START DATA FOR ANALYSIS

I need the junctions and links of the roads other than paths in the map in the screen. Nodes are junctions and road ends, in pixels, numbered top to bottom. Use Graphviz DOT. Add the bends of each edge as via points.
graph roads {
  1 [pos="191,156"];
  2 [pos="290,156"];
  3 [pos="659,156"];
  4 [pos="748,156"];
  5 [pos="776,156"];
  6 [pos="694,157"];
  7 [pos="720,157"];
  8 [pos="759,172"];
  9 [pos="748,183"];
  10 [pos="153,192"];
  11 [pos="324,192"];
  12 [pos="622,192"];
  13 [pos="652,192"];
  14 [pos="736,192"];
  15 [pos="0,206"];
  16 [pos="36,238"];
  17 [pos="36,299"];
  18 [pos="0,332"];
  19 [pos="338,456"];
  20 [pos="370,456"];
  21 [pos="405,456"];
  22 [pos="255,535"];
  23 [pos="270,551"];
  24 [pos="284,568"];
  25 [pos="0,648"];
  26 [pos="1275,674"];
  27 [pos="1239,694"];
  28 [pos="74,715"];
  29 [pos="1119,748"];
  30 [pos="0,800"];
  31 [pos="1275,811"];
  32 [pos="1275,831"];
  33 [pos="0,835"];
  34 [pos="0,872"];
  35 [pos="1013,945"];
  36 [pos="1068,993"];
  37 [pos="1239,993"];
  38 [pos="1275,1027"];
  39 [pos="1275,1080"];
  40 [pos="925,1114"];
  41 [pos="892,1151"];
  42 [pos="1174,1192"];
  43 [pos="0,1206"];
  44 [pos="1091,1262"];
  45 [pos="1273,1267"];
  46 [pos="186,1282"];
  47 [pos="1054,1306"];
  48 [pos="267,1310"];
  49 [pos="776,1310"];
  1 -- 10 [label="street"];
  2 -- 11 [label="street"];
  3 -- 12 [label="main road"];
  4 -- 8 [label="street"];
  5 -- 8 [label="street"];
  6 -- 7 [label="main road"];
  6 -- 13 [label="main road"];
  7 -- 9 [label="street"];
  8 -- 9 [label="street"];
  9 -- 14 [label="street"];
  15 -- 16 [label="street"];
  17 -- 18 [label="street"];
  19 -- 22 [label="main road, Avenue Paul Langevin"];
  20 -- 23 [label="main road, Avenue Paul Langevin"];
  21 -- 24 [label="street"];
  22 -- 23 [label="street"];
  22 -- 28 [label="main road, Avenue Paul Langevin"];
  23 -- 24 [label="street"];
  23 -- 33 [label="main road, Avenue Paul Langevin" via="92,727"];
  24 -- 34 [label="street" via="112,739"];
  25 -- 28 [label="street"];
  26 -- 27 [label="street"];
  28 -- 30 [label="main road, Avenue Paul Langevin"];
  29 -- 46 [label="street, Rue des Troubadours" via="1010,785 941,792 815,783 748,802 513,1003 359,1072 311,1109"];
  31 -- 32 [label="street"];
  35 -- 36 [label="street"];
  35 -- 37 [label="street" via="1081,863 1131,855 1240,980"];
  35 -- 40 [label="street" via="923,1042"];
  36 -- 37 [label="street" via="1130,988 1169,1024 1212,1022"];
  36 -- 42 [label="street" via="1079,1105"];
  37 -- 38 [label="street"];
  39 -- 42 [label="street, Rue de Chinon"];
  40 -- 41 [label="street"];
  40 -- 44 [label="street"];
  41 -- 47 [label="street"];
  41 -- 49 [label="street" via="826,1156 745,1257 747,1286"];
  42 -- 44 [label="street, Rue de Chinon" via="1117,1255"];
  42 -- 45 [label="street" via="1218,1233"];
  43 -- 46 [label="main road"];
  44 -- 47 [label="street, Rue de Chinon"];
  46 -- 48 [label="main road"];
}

END DATA FOR ANALYSIS

Write out every entry above exactly as given.

I need the junctions and links of the roads other than paths in the map in the screen. Nodes are junctions and road ends, in pixels, numbered top to bottom. Use Graphviz DOT. Add the bends of each edge as via points.
graph roads {
  1 [pos="191,156"];
  2 [pos="290,156"];
  3 [pos="659,156"];
  4 [pos="748,156"];
  5 [pos="776,156"];
  6 [pos="694,157"];
  7 [pos="720,157"];
  8 [pos="759,172"];
  9 [pos="748,183"];
  10 [pos="153,192"];
  11 [pos="324,192"];
  12 [pos="622,192"];
  13 [pos="652,192"];
  14 [pos="736,192"];
  15 [pos="0,206"];
  16 [pos="36,238"];
  17 [pos="36,299"];
  18 [pos="0,332"];
  19 [pos="338,456"];
  20 [pos="370,456"];
  21 [pos="405,456"];
  22 [pos="255,535"];
  23 [pos="270,551"];
  24 [pos="284,568"];
  25 [pos="0,648"];
  26 [pos="1275,674"];
  27 [pos="1239,694"];
  28 [pos="74,715"];
  29 [pos="1119,748"];
  30 [pos="0,800"];
  31 [pos="1275,811"];
  32 [pos="1275,831"];
  33 [pos="0,835"];
  34 [pos="0,872"];
  35 [pos="1013,945"];
  36 [pos="1068,993"];
  37 [pos="1239,993"];
  38 [pos="1275,1027"];
  39 [pos="1275,1080"];
  40 [pos="925,1114"];
  41 [pos="892,1151"];
  42 [pos="1174,1192"];
  43 [pos="0,1206"];
  44 [pos="1091,1262"];
  45 [pos="1273,1267"];
  46 [pos="186,1282"];
  47 [pos="1054,1306"];
  48 [pos="267,1310"];
  49 [pos="776,1310"];
  1 -- 10 [label="street"];
  2 -- 11 [label="street"];
  3 -- 12 [label="main road"];
  4 -- 8 [label="street"];
  5 -- 8 [label="street"];
  6 -- 7 [label="main road"];
  6 -- 13 [label="main road"];
  7 -- 9 [label="street"];
  8 -- 9 [label="street"];
  9 -- 14 [label="street"];
  15 -- 16 [label="street"];
  17 -- 18 [label="street"];
  19 -- 22 [label="main road, Avenue Paul Langevin"];
  20 -- 23 [label="main road, Avenue Paul Langevin"];
  21 -- 24 [label="street"];
  22 -- 23 [label="street"];
  22 -- 28 [label="main road, Avenue Paul Langevin"];
  23 -- 24 [label="street"];
  23 -- 33 [label="main road, Avenue Paul Langevin" via="92,727"];
  24 -- 34 [label="street" via="112,739"];
  25 -- 28 [label="street"];
  26 -- 27 [label="street"];
  28 -- 30 [label="main road, Avenue Paul Langevin"];
  29 -- 46 [label="street, Rue des Troubadours" via="1010,785 941,792 815,783 748,802 513,1003 359,1072 311,1109"];
  31 -- 32 [label="street"];
  35 -- 36 [label="street"];
  35 -- 37 [label="street" via="1081,863 1131,855 1240,980"];
  35 -- 40 [label="street" via="923,1042"];
  36 -- 37 [label="street" via="1130,988 1169,1024 1212,1022"];
  36 -- 42 [label="street" via="1079,1105"];
  37 -- 38 [label="street"];
  39 -- 42 [label="street, Rue de Chinon"];
  40 -- 41 [label="street"];
  40 -- 44 [label="street"];
  41 -- 47 [label="street"];
  41 -- 49 [label="street" via="826,1156 745,1257 747,1286"];
  42 -- 44 [label="street, Rue de Chinon" via="1117,1255"];
  42 -- 45 [label="street" via="1218,1233"];
  43 -- 46 [label="main road"];
  44 -- 47 [label="street, Rue de Chinon"];
  46 -- 48 [label="main road"];
}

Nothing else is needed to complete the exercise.